Given below are two statements : one is labelled as Assertion (A) and the other is labelled as Reason (R). Assertion (A) : $$S_N2$$ reaction of $$C_6H_5CH_2Br$$ occurs more readily than the $$S_N2$$ reaction of $$CH_3CH_2Br$$. Reason (R) : The partially bonded unhybridized p-orbital that develops in the trigonal bipyramidal transition state is stabilized by conjugation with the phenyl ring. In the light of the above statements, choose the most appropriate answer from the options given below :

We need to evaluate the Assertion (A) and Reason (R) about $$S_N2$$ reactions of benzyl bromide versus ethyl bromide.

Considering Assertion (A): "$$S_N2$$ reaction of $$C_6H_5CH_2Br$$ (benzyl bromide) occurs more readily than the $$S_N2$$ reaction of $$CH_3CH_2Br$$ (ethyl bromide)."

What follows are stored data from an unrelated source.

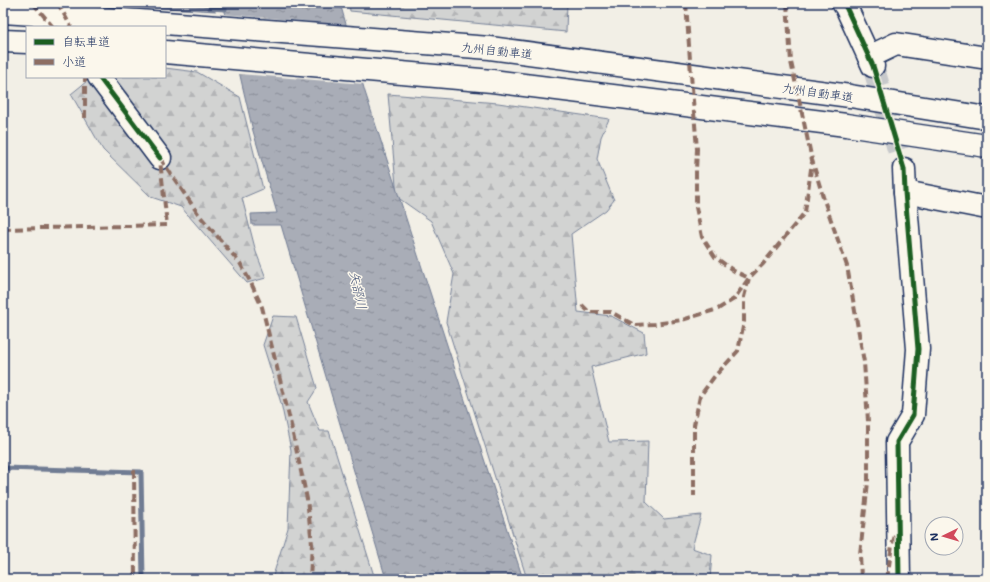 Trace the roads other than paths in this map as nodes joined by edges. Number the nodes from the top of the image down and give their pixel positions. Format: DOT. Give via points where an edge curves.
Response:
graph roads {
  1 [pos="845,4"];
  2 [pos="3,12"];
  3 [pos="3,41"];
  4 [pos="26,42"];
  5 [pos="166,52"];
  6 [pos="987,58"];
  7 [pos="100,78"];
  8 [pos="987,118"];
  9 [pos="987,146"];
  10 [pos="160,158"];
  11 [pos="904,169"];
  12 [pos="905,192"];
  13 [pos="987,208"];
  14 [pos="899,579"];
  1 -- 6 [label="main road" via="871,62 896,44"];
  2 -- 8 [label="main road, 九州自動車道" via="490,48 850,96"];
  3 -- 4 [label="main road"];
  5 -- 9 [label="main road" via="492,81 846,125"];
  7 -- 10 [label="main road"];
  11 -- 12 [label="main road"];
  12 -- 13 [label="main road"];
  12 -- 14 [label="main road" via="918,349 913,415 897,442"];
} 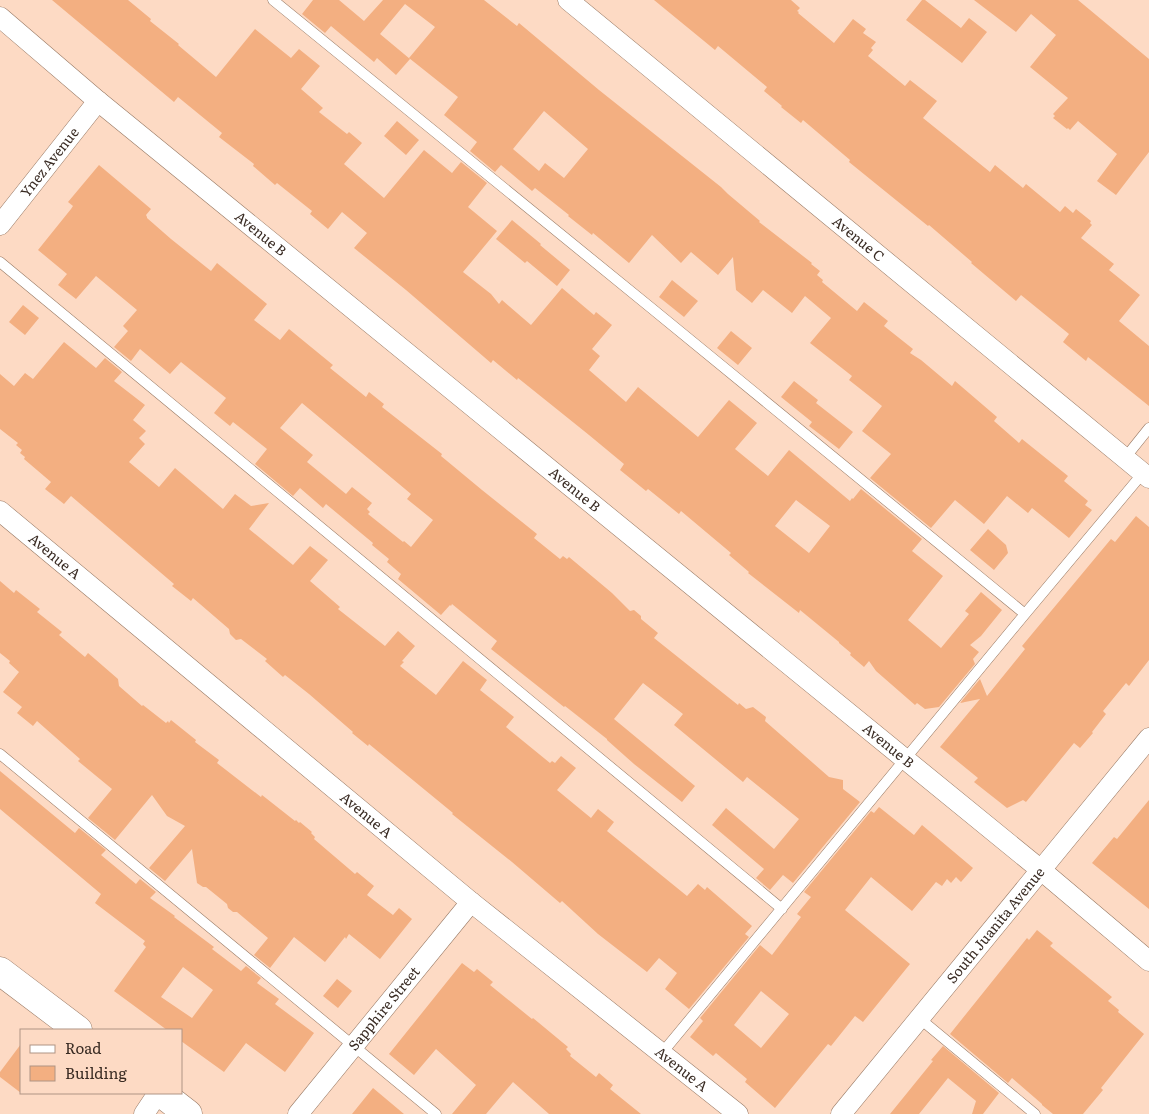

This assertion is correct. Benzyl bromide undergoes $$S_N2$$ reactions faster than ethyl bromide. The relative reactivity order for $$S_N2$$ reactions is: benzyl > allyl > primary > secondary. The enhanced reactivity of benzyl halides in $$S_N2$$ is due to stabilization of the transition state (explained below).

Considering Reason (R): "The partially bonded unhybridized p-orbital that develops in the trigonal bipyramidal transition state is stabilized by conjugation with the phenyl ring."

This reason is correct and provides the correct explanation for Assertion (A). Here is why:

In an $$S_N2$$ mechanism, the nucleophile attacks the substrate carbon from the backside while the leaving group departs simultaneously. The transition state has a trigonal bipyramidal geometry around the central carbon.

In this transition state, the central carbon changes from $$sp^3$$ hybridization (in the reactant) toward $$sp^2$$-like character. The carbon develops a partially bonded, unhybridized p-orbital that is perpendicular to the plane formed by the three remaining substituents.

In benzyl bromide, this developing p-orbital at the transition state can overlap (conjugate) with the $$\pi$$-electron system of the adjacent phenyl ring. This conjugation delocalizes electron density and stabilizes the transition state, thereby lowering the activation energy.

In ethyl bromide, there is no such conjugation possible with the methyl group, so the transition state is not stabilized to the same extent.

Since both (A) and (R) are correct, and (R) is the correct explanation for (A), the correct answer is Option (4): Both (A) and (R) are correct and (R) is the correct explanation of (A).